Personal information
- Full name: Bernard Gerard Wensley Atkinson
- Born: 11 September 1900 Puddington, Devon, England
- Died: 4 September 1966 (aged 65) Hampstead, London, England
- Batting: Right-handed
- Bowling: Right-arm fast-medium
- Relations: Nigel Atkinson (brother)

Domestic team information
- 1933–1934: Middlesex
- 1922–1925: Northamptonshire

Career statistics
| Competition | First-class |
| Matches | 22 |
| Runs scored | 554 |
| Batting average | 15.82 |
| 100s/50s | –/2 |
| Top score | 94 |
| Balls bowled | 1,808 |
| Wickets | 25 |
| Bowling average | 34.68 |
| 5 wickets in innings | – |
| 10 wickets in match | – |
| Best bowling | 4/97 |
| Catches/stumpings | 17/– |
- Source: Cricinfo, 30 December 2012

= Bernard Atkinson =

English cricketer

Bernard Gerard Wensley Atkinson (11 September 1900 – 4 September 1966) was an English first-class cricketer. Atkinson was a right-handed batsman who bowled right-arm fast-medium. He was born at Puddington, Devon.

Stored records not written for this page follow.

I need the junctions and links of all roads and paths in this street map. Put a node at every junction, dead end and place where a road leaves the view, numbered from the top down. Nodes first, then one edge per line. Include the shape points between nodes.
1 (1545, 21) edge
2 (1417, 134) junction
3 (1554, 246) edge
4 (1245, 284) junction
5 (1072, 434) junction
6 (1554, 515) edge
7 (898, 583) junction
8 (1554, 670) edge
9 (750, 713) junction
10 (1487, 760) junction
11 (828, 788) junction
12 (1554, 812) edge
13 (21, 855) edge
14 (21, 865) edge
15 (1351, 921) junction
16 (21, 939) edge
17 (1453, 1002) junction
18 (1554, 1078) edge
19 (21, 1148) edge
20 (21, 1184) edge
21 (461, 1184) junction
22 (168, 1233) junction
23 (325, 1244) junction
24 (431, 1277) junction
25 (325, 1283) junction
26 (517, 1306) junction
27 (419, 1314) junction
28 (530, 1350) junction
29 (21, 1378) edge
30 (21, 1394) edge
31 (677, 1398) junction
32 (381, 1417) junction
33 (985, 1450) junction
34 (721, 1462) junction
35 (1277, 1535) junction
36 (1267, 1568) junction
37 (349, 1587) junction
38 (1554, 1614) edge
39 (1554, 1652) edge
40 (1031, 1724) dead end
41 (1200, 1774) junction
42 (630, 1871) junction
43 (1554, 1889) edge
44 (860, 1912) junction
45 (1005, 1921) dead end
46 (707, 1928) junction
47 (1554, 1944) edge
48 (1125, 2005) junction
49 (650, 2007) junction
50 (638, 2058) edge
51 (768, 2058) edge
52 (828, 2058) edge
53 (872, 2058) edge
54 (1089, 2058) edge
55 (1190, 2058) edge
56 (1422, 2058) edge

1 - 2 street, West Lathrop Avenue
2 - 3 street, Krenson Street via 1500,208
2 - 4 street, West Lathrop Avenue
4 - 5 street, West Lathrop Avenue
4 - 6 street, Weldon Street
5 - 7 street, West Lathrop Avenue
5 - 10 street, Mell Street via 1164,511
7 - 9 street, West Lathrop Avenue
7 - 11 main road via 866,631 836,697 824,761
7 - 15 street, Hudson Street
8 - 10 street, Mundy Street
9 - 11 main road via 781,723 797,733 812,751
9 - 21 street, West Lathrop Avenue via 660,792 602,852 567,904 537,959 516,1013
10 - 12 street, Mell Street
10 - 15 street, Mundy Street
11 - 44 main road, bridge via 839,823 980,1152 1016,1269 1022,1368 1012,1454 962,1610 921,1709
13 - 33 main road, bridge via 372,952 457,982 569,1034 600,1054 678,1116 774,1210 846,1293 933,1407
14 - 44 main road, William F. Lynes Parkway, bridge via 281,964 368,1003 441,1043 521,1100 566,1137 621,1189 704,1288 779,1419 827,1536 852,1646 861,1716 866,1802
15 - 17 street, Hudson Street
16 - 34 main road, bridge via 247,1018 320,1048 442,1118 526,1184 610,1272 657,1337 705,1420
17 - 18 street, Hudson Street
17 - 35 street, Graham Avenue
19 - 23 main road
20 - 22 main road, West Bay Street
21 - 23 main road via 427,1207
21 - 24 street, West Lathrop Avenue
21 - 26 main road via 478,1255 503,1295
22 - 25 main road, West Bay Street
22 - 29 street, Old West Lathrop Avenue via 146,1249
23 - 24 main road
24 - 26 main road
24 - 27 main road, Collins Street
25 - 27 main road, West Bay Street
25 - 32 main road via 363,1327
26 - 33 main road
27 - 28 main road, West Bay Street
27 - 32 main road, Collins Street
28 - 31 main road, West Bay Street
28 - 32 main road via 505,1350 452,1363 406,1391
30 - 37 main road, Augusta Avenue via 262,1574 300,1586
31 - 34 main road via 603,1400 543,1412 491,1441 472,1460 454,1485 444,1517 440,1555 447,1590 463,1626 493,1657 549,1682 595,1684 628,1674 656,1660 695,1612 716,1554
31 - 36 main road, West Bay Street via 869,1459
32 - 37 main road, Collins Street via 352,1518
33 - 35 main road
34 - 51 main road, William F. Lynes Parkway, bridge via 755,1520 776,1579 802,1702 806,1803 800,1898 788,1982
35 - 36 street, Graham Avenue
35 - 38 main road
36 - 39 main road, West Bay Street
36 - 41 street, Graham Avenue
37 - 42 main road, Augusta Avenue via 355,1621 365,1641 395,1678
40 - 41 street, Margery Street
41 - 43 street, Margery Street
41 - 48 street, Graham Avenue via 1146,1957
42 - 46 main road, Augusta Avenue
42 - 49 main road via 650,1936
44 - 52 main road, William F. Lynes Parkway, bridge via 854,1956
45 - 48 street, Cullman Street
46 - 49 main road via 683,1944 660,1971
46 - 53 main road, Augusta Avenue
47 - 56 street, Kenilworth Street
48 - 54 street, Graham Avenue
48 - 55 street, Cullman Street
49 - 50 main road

Educated at St Paul's School, London, Atkinson played for the school cricket team from 1916 to 1919, heading the batting averages in his last two years there. He later attended the University of Cambridge, but did not represent the university in first-class cricket. He would make his debut in first-class cricket for Northamptonshire against Kent in the 1922 County Championship. He made ten first-class appearances for the county in that season, scoring 257 runs at an average of 17.13, with a high score of 91, his only half century score of the season. As an all-rounder, he also took 5 wickets with the ball, which came at an average of 31.80, with best figures of 2/13. Outside of cricket, he was an educator, which may account for his making no appearances for Northamptonshire in first-class cricket in 1923 and 1924. He did however make three first-class appearances for the county in the 1925 County Championship, scoring 29 runs at an average of 5.80, while with the ball he took 2 wickets.

A gap of several years followed before his next appearance in first-class cricket, this time for Middlesex for whom he made his debut against Lancashire in the 1933 County Championship. He played for the county in the 1933 and 1934 seasons, making a total of nine appearances, scoring 286 runs at an average of 14.30, with a high score of 91. With the ball, he took 18 wickets at an average of 36.00, with best figures of 4/97. He left the county at the end of the 1934 season to undertake a teaching position at the Edinburgh Academy, while teaching there he played club cricket for Grange Cricket Club, also making several minor appearances for Scotland.

He died at a hospital in Hampstead, London on 4 September 1966. His brother, Nigel Atkinson, also played first-class cricket.